===== RECORDS PROVIDED =====

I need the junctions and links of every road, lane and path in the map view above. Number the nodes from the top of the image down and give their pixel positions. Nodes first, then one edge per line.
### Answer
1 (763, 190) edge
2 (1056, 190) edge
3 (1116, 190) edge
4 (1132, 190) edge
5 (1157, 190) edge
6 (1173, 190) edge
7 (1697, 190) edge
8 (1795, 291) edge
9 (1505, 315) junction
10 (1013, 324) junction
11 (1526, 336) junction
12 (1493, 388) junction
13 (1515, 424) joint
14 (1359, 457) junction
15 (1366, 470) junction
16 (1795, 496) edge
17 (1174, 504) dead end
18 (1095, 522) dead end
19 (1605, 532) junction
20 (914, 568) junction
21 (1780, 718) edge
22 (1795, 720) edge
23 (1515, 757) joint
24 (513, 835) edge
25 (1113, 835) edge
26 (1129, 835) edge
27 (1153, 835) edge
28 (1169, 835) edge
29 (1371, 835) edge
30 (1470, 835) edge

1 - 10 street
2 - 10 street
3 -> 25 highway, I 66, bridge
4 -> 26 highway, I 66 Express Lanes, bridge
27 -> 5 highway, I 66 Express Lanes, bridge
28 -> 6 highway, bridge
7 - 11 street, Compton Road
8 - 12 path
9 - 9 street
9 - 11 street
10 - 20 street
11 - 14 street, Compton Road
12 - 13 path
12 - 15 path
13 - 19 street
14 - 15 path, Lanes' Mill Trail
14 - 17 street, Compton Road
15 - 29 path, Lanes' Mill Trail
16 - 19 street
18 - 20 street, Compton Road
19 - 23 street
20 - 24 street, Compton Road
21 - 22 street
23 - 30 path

=====

### TASK GOAL
All the data above must be copied again. Leave nothing out.

### EXPECTED ANSWER
I need the junctions and links of every road, lane and path in the map view above. Number the nodes from the top of the image down and give their pixel positions. Nodes first, then one edge per line.
### Answer
1 (763, 190) edge
2 (1056, 190) edge
3 (1116, 190) edge
4 (1132, 190) edge
5 (1157, 190) edge
6 (1173, 190) edge
7 (1697, 190) edge
8 (1795, 291) edge
9 (1505, 315) junction
10 (1013, 324) junction
11 (1526, 336) junction
12 (1493, 388) junction
13 (1515, 424) joint
14 (1359, 457) junction
15 (1366, 470) junction
16 (1795, 496) edge
17 (1174, 504) dead end
18 (1095, 522) dead end
19 (1605, 532) junction
20 (914, 568) junction
21 (1780, 718) edge
22 (1795, 720) edge
23 (1515, 757) joint
24 (513, 835) edge
25 (1113, 835) edge
26 (1129, 835) edge
27 (1153, 835) edge
28 (1169, 835) edge
29 (1371, 835) edge
30 (1470, 835) edge

1 - 10 street
2 - 10 street
3 -> 25 highway, I 66, bridge
4 -> 26 highway, I 66 Express Lanes, bridge
27 -> 5 highway, I 66 Express Lanes, bridge
28 -> 6 highway, bridge
7 - 11 street, Compton Road
8 - 12 path
9 - 9 street
9 - 11 street
10 - 20 street
11 - 14 street, Compton Road
12 - 13 path
12 - 15 path
13 - 19 street
14 - 15 path, Lanes' Mill Trail
14 - 17 street, Compton Road
15 - 29 path, Lanes' Mill Trail
16 - 19 street
18 - 20 street, Compton Road
19 - 23 street
20 - 24 street, Compton Road
21 - 22 street
23 - 30 path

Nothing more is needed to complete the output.